MONITOR, Lombok – Guru Besar Fakultas Perikanan dan Ilmu Kelautan IPB, Prof. Dr. Ir. Rokhmin Dahuri, MS menekankan urgensi pembangunan kedaulatan pangan bagi kemajuan, kesejahteraan, dan kedaulatan bangsa Indonesia (Indonesia Emas 2045) melalui pemanfaatan sektor Kelautan dan Perikanan.

Hal tersebut disampaikan Prof Rokhmin saat menjadi narasumber Sarasehan dan Seminar Nasional  Kolaborasi Untuk  “Mewujudkan Kemandirian Pangan” dalam rangka Ulang Tahun Masyarakat Petani dan Pertanian Organik Indonesia (MAPORINA) ke 24 yang digelar di Hotel Lombok Raya, Provinsi Nusa Tenggara Barat (NTB), Senin, 26 Februari 2024.

Mantan menteri kelautan dan perikanan itu menegaskan bahwa dalam perspektif ekonomi, untuk mewujudkan Indonesia Emas pada 2045, Indonesia harus mampu menghasilkan pertumbuhan ekonomi yang: (1) tinggi (rata-rata lebih dari 7% per tahun), (2) berkualitas (menyerap banyak tenaga kerja, 400 ribu orang per 1%pertumbuhan), (3) inklusif (mensejahterakan seluruh rakyat secara adil, dengan income lebih dari USD 480 (Rp 7,5 juta)/orang/bulan secara berkeadilan), dan (4) berkelanjutan  (sustainable).                             
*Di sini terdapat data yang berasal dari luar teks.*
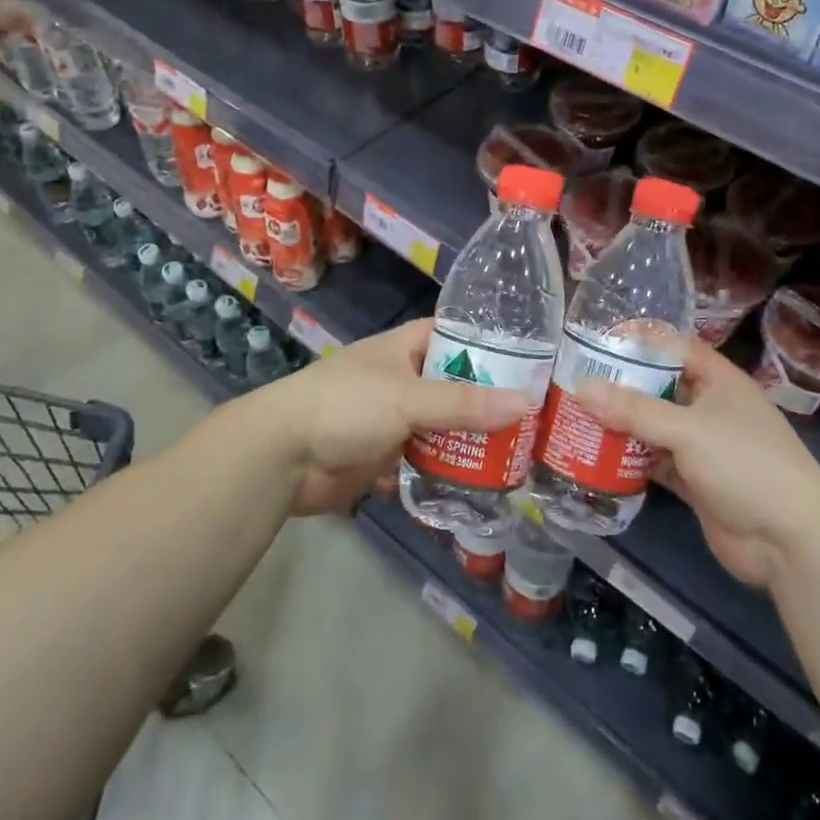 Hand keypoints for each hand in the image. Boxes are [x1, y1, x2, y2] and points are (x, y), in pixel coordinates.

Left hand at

“Selain itu, dengan penduduk 280 juta jiwa (terbesar ke-4 di dunia), Indonesia harus berdaulat pangan,  farmasi, energi,  dan mineral. Dan, Indonesia mesti melaksanakan Transformsasi Struktural Ekonomi (TSE),” ujar Prof. Rokhmin Dahuri dalam paparannya bertajuk “Penguatan ketahanan pangan Berbasis potensi kelautan Indonesia”.

- Advertisement -

Lanjutnya, untuk menjalankan roda pembangunan (TSE) yang menghasilkan pertumbuhan ekonomi seperti diatas dan kedaulatan keempat material diatas, Indonesia membutuhkan: (1) SDM berkualitas unggul (knowledge, skills, expertise, etos kerja,dan akhlak karimah), (2) Good Governance, (3) Masyarakat Meritokrasi, (4) Rule of Laws, dan (5) Pemimpin yang memiliki IMTAQ kokoh, capable, berakhlak mulia, dan strong.
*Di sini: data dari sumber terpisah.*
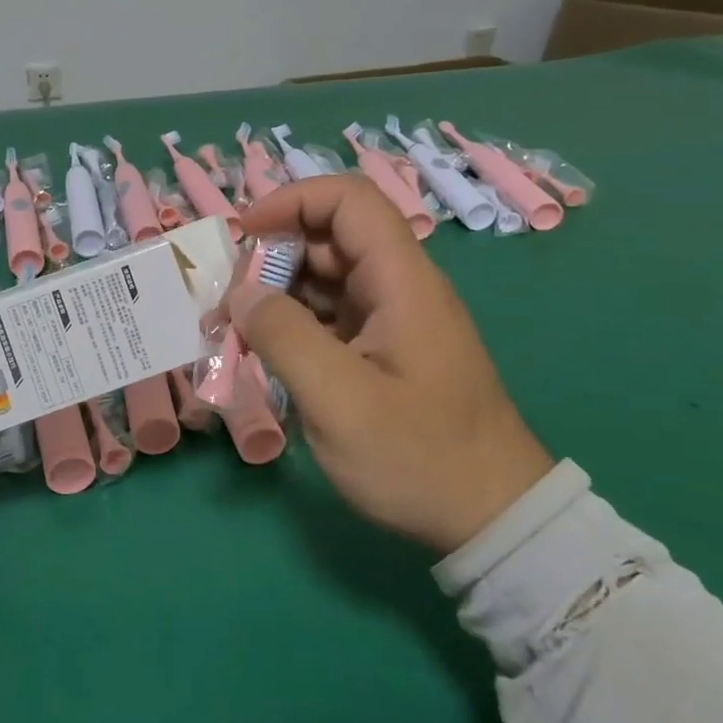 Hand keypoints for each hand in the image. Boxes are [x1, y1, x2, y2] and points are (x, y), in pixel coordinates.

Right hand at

Dewan Pakar Maporina (Masyarakat Petani dan Pertanian Organik Indonesia) ini menjelaskan, persyaratan dari Negara Middle-Income menjadi Negara Maju, Adil-Makmur dan Berdaulat: Pertumbuhan ekonomi berkualitas rata-rata 7% per tahun selama 10 tahun. I + E > K + Im, Koefisien Gini kurang dari 0,3 (inklusif), Ramah lingkungan dan berkelanjutan.
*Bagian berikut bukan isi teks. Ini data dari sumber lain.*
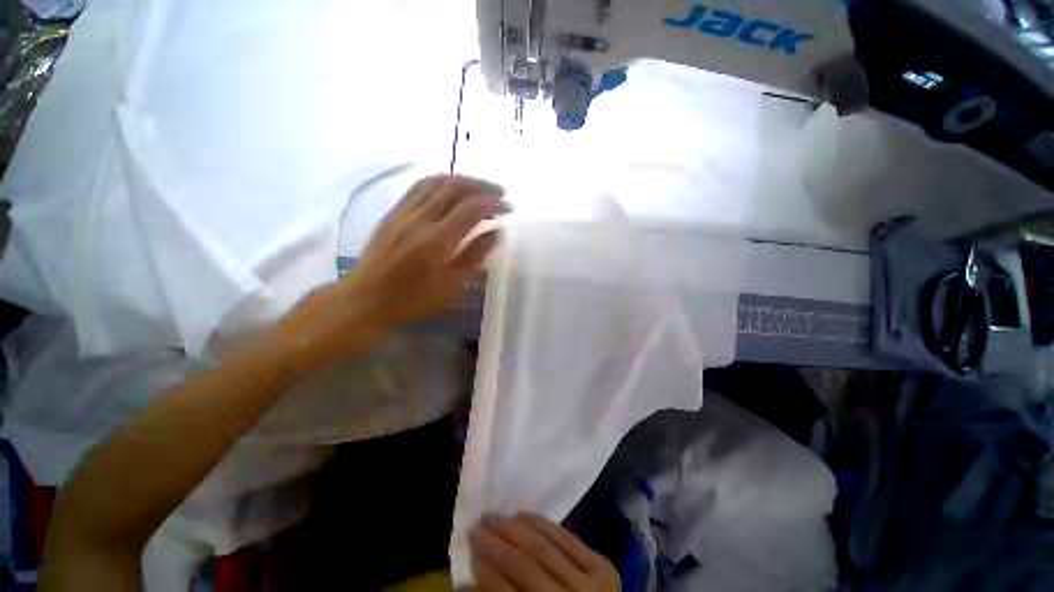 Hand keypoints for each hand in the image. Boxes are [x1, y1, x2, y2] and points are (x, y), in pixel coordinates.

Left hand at [274, 175, 504, 371]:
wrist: (365, 299)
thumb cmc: (412, 300)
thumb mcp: (451, 286)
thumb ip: (475, 255)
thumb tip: (498, 232)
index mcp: (437, 241)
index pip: (472, 209)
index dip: (494, 203)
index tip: (509, 207)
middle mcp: (420, 219)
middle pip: (455, 187)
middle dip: (482, 185)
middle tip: (500, 193)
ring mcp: (404, 212)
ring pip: (437, 181)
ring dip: (463, 180)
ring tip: (480, 188)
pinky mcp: (393, 211)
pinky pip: (419, 186)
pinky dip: (441, 181)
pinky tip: (451, 187)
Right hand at [470, 513, 619, 591]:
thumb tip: (466, 582)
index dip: (483, 570)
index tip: (467, 549)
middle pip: (524, 566)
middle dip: (495, 543)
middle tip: (477, 526)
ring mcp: (590, 584)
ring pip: (544, 547)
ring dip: (515, 529)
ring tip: (495, 517)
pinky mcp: (603, 567)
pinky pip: (567, 538)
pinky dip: (543, 524)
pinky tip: (524, 514)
Pangan, terang Prof. Rokhmin Dahuri merupakan kebutuhan dasar manusia yang paling asasi karena sangat menentukan status gizi, kesehatan, dan kecerdasan seorang insan. Karena itu, kata Prof. Rokhmin Dahuri, sangatlah tepat bila Pre­siden RI pertama, Soekarno, saat berpidato pada peletakan batu pertama pembangunan Gedung Fakultas Pertanian IPB di Bogor tahun 1952 menyam­pai­kan pernyataan prophetic bahwa “You are, what you eat” (pangan adalah hidup-matinya sebuah bangsa).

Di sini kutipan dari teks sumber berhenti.